Indicador de desemprego da FGV tem maior nível desde julho de 2009
Instituição afirma ainda que a taxa de desemprego deve continuar subindo em abril
Economia|Do R7

O ICD (Indicador Coincidente de Desemprego) avançou 2,9% em abril na comparação com o mês anterior, para 85,8 pontos, na série com ajuste sazonal, informou nesta quinta-feira (7), a FGV (Fundação Getulio Vargas). Trata-se do maior nível desde julho de 2009 (86,3 pontos). Em março, o indicador havia subido 6,9%.
"A alta do ICD mostra que a taxa de desemprego deve continuar subindo em abril, como reflexo da piora da percepção do mercado de trabalho pelas famílias em todos os extratos de renda, com destaque para aquelas de renda média alta. Esse cenário mostra possivelmente que as empresas estão reduzindo as novas contratações, em particular, de empregos de maior salário", destacou o economista Rodrigo Leandro de Moura, pesquisador da FGV, em nota oficial.
O ICD é construído a partir dos dados desagregados, em quatro classes de renda familiar, da pergunta da Sondagem do Consumidor que procura captar a percepção sobre a situação presente do mercado de trabalho.
Emprego nos próximos meses
O Indicador Antecedente de Emprego avançou 2,0% em abril contra o mês imediatamente anterior, para 66,2 pontos, na série com ajuste sazonal. O dado sucede uma sequência de três quedas, incluindo o recuo de 8,6% em março, segundo a FGV.

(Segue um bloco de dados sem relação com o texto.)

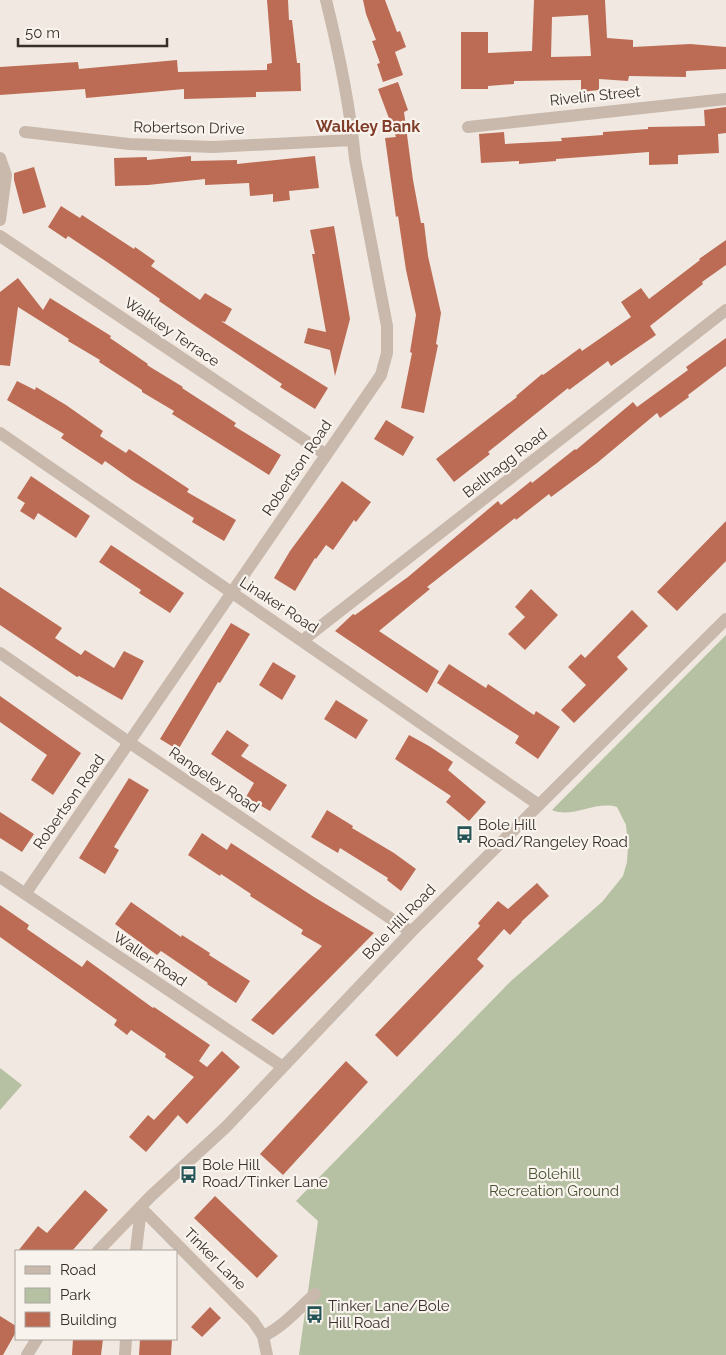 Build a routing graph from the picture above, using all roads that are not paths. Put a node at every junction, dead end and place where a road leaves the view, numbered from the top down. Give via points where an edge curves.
1 (326, 0) edge
2 (726, 99) edge
3 (468, 126) dead end
4 (25, 132) dead end
5 (353, 140) junction
6 (0, 158) edge
7 (0, 220) edge
8 (0, 236) edge
9 (726, 310) edge
10 (0, 433) edge
11 (325, 454) junction
12 (231, 593) junction
13 (726, 619) edge
14 (303, 640) junction
15 (0, 652) edge
16 (130, 743) junction
17 (539, 804) junction
18 (0, 877) edge
19 (25, 894) junction
20 (411, 932) junction
21 (283, 1067) junction
22 (141, 1208) junction
23 (99, 1250) edge
24 (136, 1250) edge
25 (315, 1294) dead end
26 (263, 1336) junction
27 (36, 1340) edge
28 (126, 1340) edge
29 (27, 1355) edge
30 (125, 1355) edge
31 (267, 1355) edge

1 - 5 street, Robertson Road
2 - 3 street, Rivelin Street
4 - 5 street, Robertson Drive via 129,144 214,147
5 - 11 street, Robertson Road via 387,326 387,353 381,375
6 - 7 street via 6,174
8 - 11 street, Walkley Terrace
9 - 14 street, Bellhagg Road
10 - 12 street, Linaker Road
11 - 12 street, Robertson Road
12 - 14 street, Linaker Road
12 - 16 street, Robertson Road
13 - 17 street, Bole Hill Road
14 - 17 street, Linaker Road
15 - 16 street, Rangeley Road
16 - 19 street, Robertson Road
16 - 20 street, Rangeley Road
17 - 20 street, Bole Hill Road
18 - 19 street, Waller Road
19 - 21 street, Waller Road
20 - 21 street, Bole Hill Road
21 - 22 street, Bole Hill Road
22 - 23 street, Bole Hill Road
22 - 24 street
22 - 26 street, Tinker Lane via 237,1304
25 - 26 street via 276,1330
26 - 31 street, Tinker Lane
27 - 29 street
28 - 30 street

A despeito da recuperação, o índice mantém-se em um patamar extremamente baixo em termos históricos, comparável ao período entre dezembro de 2008 e março de 2009, auge da crise internacional, destacou a instituição.
"A leve melhora na margem das condições de emprego para os próximos meses, registrada pelo IAEmp, pode ser entendida apenas como um repique nas expectativas sobre o mercado de trabalho, após três meses de recuo contínuo", avaliou o economista Rodrigo Leandro de Moura, pesquisador da FGV, em nota oficial.
Quatro dos sete componentes do Indicador Antecedente de Emprego avançaram em abril. As principais contribuições vieram da avaliação do consumidor sobre as possibilidades de se conseguir um emprego nos próximos meses (+10,8%), da percepção da situação dos negócios do setor de serviços para os próximos seis meses (+6,0%) e do indicador de emprego previsto no setor de serviços (+5,7%).
O Indicador Antecedente de Emprego é formado por uma combinação de séries extraídas das Sondagens da Indústria, de Serviços e do Consumidor, todas apuradas pela FGV. O objetivo é antecipar os rumos do mercado de trabalho no País.